__What you should do__. In full and without deviation, reproduce the records that follow.

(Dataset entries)
▽

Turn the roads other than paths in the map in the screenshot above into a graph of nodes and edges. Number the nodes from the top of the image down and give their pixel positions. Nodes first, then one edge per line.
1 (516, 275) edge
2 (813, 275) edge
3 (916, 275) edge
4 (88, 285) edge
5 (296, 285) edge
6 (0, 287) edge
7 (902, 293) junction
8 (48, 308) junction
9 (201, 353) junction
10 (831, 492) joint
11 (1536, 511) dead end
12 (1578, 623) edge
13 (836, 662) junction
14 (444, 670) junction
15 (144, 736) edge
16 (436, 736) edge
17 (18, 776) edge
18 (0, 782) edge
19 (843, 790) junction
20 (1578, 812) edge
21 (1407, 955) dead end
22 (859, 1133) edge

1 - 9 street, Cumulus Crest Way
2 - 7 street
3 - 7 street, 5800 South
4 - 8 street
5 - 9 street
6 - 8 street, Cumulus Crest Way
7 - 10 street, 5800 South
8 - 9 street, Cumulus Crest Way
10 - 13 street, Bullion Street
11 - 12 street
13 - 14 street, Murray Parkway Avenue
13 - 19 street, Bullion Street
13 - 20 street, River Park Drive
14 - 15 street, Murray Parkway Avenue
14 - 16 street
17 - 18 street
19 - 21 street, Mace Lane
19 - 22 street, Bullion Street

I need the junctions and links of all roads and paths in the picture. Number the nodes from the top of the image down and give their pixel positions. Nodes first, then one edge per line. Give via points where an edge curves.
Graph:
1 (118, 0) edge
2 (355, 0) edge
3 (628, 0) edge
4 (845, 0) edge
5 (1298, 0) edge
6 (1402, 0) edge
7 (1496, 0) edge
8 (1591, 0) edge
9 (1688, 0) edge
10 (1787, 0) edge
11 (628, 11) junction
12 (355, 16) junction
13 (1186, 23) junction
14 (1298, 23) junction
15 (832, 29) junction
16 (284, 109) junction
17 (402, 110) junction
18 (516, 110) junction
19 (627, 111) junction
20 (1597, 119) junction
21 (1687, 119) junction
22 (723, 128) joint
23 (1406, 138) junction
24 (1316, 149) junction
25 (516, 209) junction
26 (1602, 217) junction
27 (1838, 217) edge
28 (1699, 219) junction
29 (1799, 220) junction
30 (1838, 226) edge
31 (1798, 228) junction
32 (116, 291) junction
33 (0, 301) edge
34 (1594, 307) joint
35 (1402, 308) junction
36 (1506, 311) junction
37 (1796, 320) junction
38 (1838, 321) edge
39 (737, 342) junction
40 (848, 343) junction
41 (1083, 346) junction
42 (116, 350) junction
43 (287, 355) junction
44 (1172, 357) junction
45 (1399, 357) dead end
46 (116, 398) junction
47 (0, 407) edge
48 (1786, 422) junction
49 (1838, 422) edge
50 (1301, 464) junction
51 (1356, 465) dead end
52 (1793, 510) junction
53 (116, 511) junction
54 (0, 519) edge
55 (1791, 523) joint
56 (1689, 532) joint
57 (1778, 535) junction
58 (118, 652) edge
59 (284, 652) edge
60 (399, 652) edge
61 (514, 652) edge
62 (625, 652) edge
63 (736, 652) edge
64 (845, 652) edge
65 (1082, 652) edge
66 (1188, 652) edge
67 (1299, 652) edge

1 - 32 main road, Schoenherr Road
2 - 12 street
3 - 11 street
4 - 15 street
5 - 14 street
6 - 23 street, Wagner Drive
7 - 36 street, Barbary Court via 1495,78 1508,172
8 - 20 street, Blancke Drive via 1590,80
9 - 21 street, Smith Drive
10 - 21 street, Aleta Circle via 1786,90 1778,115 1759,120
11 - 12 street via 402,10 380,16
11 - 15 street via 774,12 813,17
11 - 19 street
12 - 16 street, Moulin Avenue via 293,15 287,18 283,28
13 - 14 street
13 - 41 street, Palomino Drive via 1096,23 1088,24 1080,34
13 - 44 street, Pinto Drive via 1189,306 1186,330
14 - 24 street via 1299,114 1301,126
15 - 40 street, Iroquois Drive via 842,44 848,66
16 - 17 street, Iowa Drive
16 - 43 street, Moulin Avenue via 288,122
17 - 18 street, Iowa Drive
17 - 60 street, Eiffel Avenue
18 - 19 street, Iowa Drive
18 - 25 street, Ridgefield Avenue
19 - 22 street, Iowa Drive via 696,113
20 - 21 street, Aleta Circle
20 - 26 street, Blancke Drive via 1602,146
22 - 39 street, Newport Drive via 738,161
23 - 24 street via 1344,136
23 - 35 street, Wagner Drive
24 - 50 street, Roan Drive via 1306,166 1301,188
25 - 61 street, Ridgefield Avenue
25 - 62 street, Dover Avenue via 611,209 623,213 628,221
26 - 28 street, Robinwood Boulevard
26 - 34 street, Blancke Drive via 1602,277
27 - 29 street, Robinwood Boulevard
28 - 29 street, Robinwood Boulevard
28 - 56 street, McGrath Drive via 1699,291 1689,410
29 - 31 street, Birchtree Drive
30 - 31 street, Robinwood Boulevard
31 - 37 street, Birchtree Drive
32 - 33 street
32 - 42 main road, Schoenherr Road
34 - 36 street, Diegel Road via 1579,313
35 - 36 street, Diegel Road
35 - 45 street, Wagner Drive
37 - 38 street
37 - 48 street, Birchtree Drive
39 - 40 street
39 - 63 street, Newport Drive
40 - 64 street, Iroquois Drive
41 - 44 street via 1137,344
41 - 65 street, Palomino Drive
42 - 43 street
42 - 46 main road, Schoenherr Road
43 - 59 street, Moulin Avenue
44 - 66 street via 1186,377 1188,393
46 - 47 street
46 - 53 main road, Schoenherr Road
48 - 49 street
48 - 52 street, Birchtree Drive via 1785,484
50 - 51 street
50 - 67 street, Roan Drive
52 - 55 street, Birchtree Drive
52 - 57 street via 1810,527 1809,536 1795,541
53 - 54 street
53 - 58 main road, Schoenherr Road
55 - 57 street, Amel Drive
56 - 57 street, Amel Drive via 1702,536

△

__Answer to the exercise__.
Turn the roads other than paths in the map in the screenshot above into a graph of nodes and edges. Number the nodes from the top of the image down and give their pixel positions. Nodes first, then one edge per line.
1 (516, 275) edge
2 (813, 275) edge
3 (916, 275) edge
4 (88, 285) edge
5 (296, 285) edge
6 (0, 287) edge
7 (902, 293) junction
8 (48, 308) junction
9 (201, 353) junction
10 (831, 492) joint
11 (1536, 511) dead end
12 (1578, 623) edge
13 (836, 662) junction
14 (444, 670) junction
15 (144, 736) edge
16 (436, 736) edge
17 (18, 776) edge
18 (0, 782) edge
19 (843, 790) junction
20 (1578, 812) edge
21 (1407, 955) dead end
22 (859, 1133) edge

1 - 9 street, Cumulus Crest Way
2 - 7 street
3 - 7 street, 5800 South
4 - 8 street
5 - 9 street
6 - 8 street, Cumulus Crest Way
7 - 10 street, 5800 South
8 - 9 street, Cumulus Crest Way
10 - 13 street, Bullion Street
11 - 12 street
13 - 14 street, Murray Parkway Avenue
13 - 19 street, Bullion Street
13 - 20 street, River Park Drive
14 - 15 street, Murray Parkway Avenue
14 - 16 street
17 - 18 street
19 - 21 street, Mace Lane
19 - 22 street, Bullion Street

I need the junctions and links of all roads and paths in the picture. Number the nodes from the top of the image down and give their pixel positions. Nodes first, then one edge per line. Give via points where an edge curves.
Graph:
1 (118, 0) edge
2 (355, 0) edge
3 (628, 0) edge
4 (845, 0) edge
5 (1298, 0) edge
6 (1402, 0) edge
7 (1496, 0) edge
8 (1591, 0) edge
9 (1688, 0) edge
10 (1787, 0) edge
11 (628, 11) junction
12 (355, 16) junction
13 (1186, 23) junction
14 (1298, 23) junction
15 (832, 29) junction
16 (284, 109) junction
17 (402, 110) junction
18 (516, 110) junction
19 (627, 111) junction
20 (1597, 119) junction
21 (1687, 119) junction
22 (723, 128) joint
23 (1406, 138) junction
24 (1316, 149) junction
25 (516, 209) junction
26 (1602, 217) junction
27 (1838, 217) edge
28 (1699, 219) junction
29 (1799, 220) junction
30 (1838, 226) edge
31 (1798, 228) junction
32 (116, 291) junction
33 (0, 301) edge
34 (1594, 307) joint
35 (1402, 308) junction
36 (1506, 311) junction
37 (1796, 320) junction
38 (1838, 321) edge
39 (737, 342) junction
40 (848, 343) junction
41 (1083, 346) junction
42 (116, 350) junction
43 (287, 355) junction
44 (1172, 357) junction
45 (1399, 357) dead end
46 (116, 398) junction
47 (0, 407) edge
48 (1786, 422) junction
49 (1838, 422) edge
50 (1301, 464) junction
51 (1356, 465) dead end
52 (1793, 510) junction
53 (116, 511) junction
54 (0, 519) edge
55 (1791, 523) joint
56 (1689, 532) joint
57 (1778, 535) junction
58 (118, 652) edge
59 (284, 652) edge
60 (399, 652) edge
61 (514, 652) edge
62 (625, 652) edge
63 (736, 652) edge
64 (845, 652) edge
65 (1082, 652) edge
66 (1188, 652) edge
67 (1299, 652) edge

1 - 32 main road, Schoenherr Road
2 - 12 street
3 - 11 street
4 - 15 street
5 - 14 street
6 - 23 street, Wagner Drive
7 - 36 street, Barbary Court via 1495,78 1508,172
8 - 20 street, Blancke Drive via 1590,80
9 - 21 street, Smith Drive
10 - 21 street, Aleta Circle via 1786,90 1778,115 1759,120
11 - 12 street via 402,10 380,16
11 - 15 street via 774,12 813,17
11 - 19 street
12 - 16 street, Moulin Avenue via 293,15 287,18 283,28
13 - 14 street
13 - 41 street, Palomino Drive via 1096,23 1088,24 1080,34
13 - 44 street, Pinto Drive via 1189,306 1186,330
14 - 24 street via 1299,114 1301,126
15 - 40 street, Iroquois Drive via 842,44 848,66
16 - 17 street, Iowa Drive
16 - 43 street, Moulin Avenue via 288,122
17 - 18 street, Iowa Drive
17 - 60 street, Eiffel Avenue
18 - 19 street, Iowa Drive
18 - 25 street, Ridgefield Avenue
19 - 22 street, Iowa Drive via 696,113
20 - 21 street, Aleta Circle
20 - 26 street, Blancke Drive via 1602,146
22 - 39 street, Newport Drive via 738,161
23 - 24 street via 1344,136
23 - 35 street, Wagner Drive
24 - 50 street, Roan Drive via 1306,166 1301,188
25 - 61 street, Ridgefield Avenue
25 - 62 street, Dover Avenue via 611,209 623,213 628,221
26 - 28 street, Robinwood Boulevard
26 - 34 street, Blancke Drive via 1602,277
27 - 29 street, Robinwood Boulevard
28 - 29 street, Robinwood Boulevard
28 - 56 street, McGrath Drive via 1699,291 1689,410
29 - 31 street, Birchtree Drive
30 - 31 street, Robinwood Boulevard
31 - 37 street, Birchtree Drive
32 - 33 street
32 - 42 main road, Schoenherr Road
34 - 36 street, Diegel Road via 1579,313
35 - 36 street, Diegel Road
35 - 45 street, Wagner Drive
37 - 38 street
37 - 48 street, Birchtree Drive
39 - 40 street
39 - 63 street, Newport Drive
40 - 64 street, Iroquois Drive
41 - 44 street via 1137,344
41 - 65 street, Palomino Drive
42 - 43 street
42 - 46 main road, Schoenherr Road
43 - 59 street, Moulin Avenue
44 - 66 street via 1186,377 1188,393
46 - 47 street
46 - 53 main road, Schoenherr Road
48 - 49 street
48 - 52 street, Birchtree Drive via 1785,484
50 - 51 street
50 - 67 street, Roan Drive
52 - 55 street, Birchtree Drive
52 - 57 street via 1810,527 1809,536 1795,541
53 - 54 street
53 - 58 main road, Schoenherr Road
55 - 57 street, Amel Drive
56 - 57 street, Amel Drive via 1702,536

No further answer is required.